Thursday, January 8, 2015

Cold Closings - Again

Do two years make a tradition? For the second year in a row, our school has been closed for cold during the first week following winter break. In a school, few things cause as much strong feelings as emergency closings.

When I was in high school, the principal said that he’d only close school if, when he looked from his second-floor office out the window, he could not see the flagpole. We rarely had a snow day. After all, this is Chicago, and winter isn’t a stranger here. The one time I can remember school closing, I had already struggled to arrive and then had to find a way home in a raging snow storm.

On Tuesday, my seniors were almost giddy with anticipation that we might get a belated addition to winter break. They wanted to speculate about what it would take to close school, and how long school might be closed. The formula used to be that we needed at least a foot of snow to fall in the middle of the night to close school. The key was getting buses to the students. If we couldn’t get the buses out of the garage or the drivers to the buses, then school would be canceled.
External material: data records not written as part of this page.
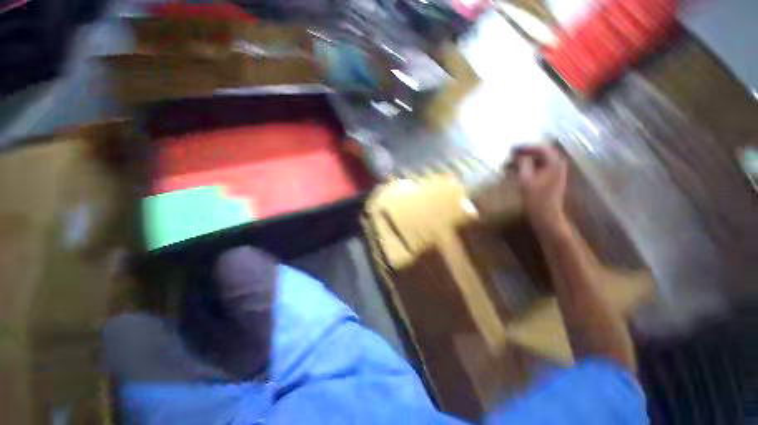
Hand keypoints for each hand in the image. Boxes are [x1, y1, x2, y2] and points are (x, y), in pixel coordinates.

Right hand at [512, 145, 568, 232]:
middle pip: (542, 153)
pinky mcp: (551, 180)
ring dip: (527, 160)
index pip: (541, 148)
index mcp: (554, 163)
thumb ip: (523, 164)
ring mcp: (556, 173)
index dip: (526, 147)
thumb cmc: (536, 197)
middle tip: (512, 154)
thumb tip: (519, 155)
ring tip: (512, 161)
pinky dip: (529, 167)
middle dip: (526, 152)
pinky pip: (540, 168)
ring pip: (540, 161)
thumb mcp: (526, 179)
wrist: (546, 214)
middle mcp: (558, 165)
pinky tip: (518, 170)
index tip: (512, 148)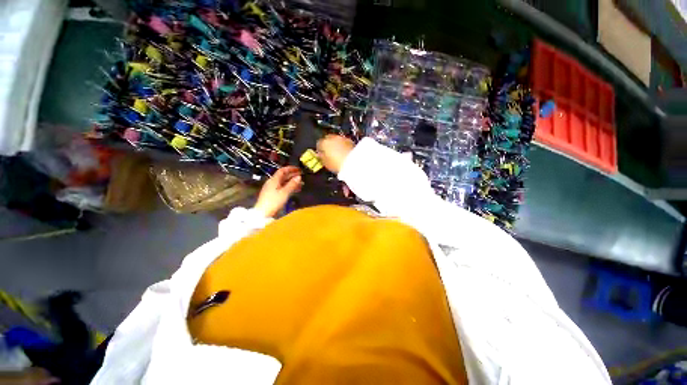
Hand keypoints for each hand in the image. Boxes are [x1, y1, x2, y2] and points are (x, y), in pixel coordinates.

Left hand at [254, 166, 301, 216]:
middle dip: (292, 175)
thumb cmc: (274, 201)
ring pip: (283, 182)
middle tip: (301, 175)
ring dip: (292, 182)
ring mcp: (272, 189)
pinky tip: (295, 190)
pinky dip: (289, 187)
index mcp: (274, 180)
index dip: (290, 168)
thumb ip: (292, 184)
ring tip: (301, 183)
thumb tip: (299, 177)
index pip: (282, 170)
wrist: (263, 213)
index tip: (298, 169)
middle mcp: (272, 183)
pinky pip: (282, 188)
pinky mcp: (273, 195)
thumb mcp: (285, 192)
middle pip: (283, 176)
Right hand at [316, 135, 354, 173]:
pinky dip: (343, 146)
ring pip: (336, 140)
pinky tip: (345, 153)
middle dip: (328, 145)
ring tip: (338, 154)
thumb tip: (320, 155)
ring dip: (336, 145)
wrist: (353, 162)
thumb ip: (321, 157)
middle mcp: (332, 137)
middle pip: (327, 140)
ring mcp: (342, 138)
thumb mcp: (326, 164)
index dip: (320, 150)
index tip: (322, 155)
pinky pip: (344, 143)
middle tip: (330, 154)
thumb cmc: (338, 164)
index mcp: (323, 143)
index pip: (319, 144)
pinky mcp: (350, 140)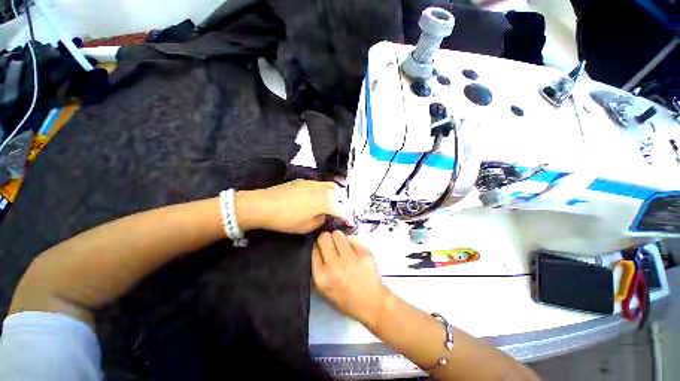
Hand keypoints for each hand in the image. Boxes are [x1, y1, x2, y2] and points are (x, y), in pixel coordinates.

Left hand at [235, 180, 352, 233]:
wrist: (264, 205)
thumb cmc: (287, 219)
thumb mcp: (307, 226)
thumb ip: (321, 220)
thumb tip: (324, 215)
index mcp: (326, 201)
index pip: (342, 209)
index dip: (348, 217)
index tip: (351, 223)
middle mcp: (322, 189)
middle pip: (339, 194)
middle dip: (343, 203)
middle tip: (340, 213)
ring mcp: (313, 183)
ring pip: (330, 186)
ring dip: (335, 195)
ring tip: (332, 203)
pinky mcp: (304, 181)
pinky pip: (320, 184)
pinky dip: (324, 191)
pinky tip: (318, 197)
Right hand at [312, 231, 387, 328]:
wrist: (372, 303)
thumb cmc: (346, 299)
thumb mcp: (323, 290)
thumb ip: (317, 269)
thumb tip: (317, 247)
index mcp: (322, 276)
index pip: (314, 249)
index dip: (317, 246)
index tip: (321, 248)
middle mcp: (334, 265)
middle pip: (324, 237)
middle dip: (326, 238)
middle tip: (331, 244)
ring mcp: (350, 258)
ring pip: (338, 234)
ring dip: (338, 238)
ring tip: (342, 246)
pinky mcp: (364, 253)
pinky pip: (352, 238)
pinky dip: (351, 242)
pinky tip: (354, 251)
We have released school early in anticipation of a storm. This has always concerned me. As bad weather is developing, instead of keeping our students inside where it is safe, we send them out into the storm! I fully recognize that many staff members have a long commute and we must let them get home. Yet, there too, the logic seems problematic. Which is better: stuck in a warm and safe school or spending hours sliding and colliding on the streets and highways?

However, cold is now as likely as snow to close school. Concern for students at bus stops, walking, or merely going outdoors is the rationale for our two recent closures. What percentage of our students takes the buses? The line of parents dropping off and picking up students is always fantastically long. What happens in Minnesota or Canada? Do they close just for cold? Now that we have closed for wind chills that are around -20°, does that mean that any time the temperature dips that low, we automatically close? Is it going to be very cold tomorrow…

My wife and I work at our school, so we stay home with our children. It must be very challenging when the kids are home and their parents still have to go to work. While we were home, we did some work. My son received emails from several of his teachers, and I emailed my students with an updated schedule, too.

The truth is we did not spend the whole day doing homework. I got caught up on grading which is a rare occurrence. I planned lessons and worked on a variety of school projects. I also did other tasks – and wrote a blog post. From the work that my students turned in the last two days, I don’t think many of them spent much time on English class.

When school starts tomorrow, I have no doubt there will be teachers wringing hands and gnashing teeth about lost teaching time, upcoming final exams, and the difficulties of making up all that “material”. Yet, in a few weeks, it will be forgotten. Life will go on.

No one was outside making snowmen during these two days, but we enjoyed the extended indoor break. Closing school to ensure that our students and staff are safe is reasonable. So let’s make it a tradition: from now on, two weather closings the week after winter break should be the rule! If nothing else, it makes the transition back to school just a little easier.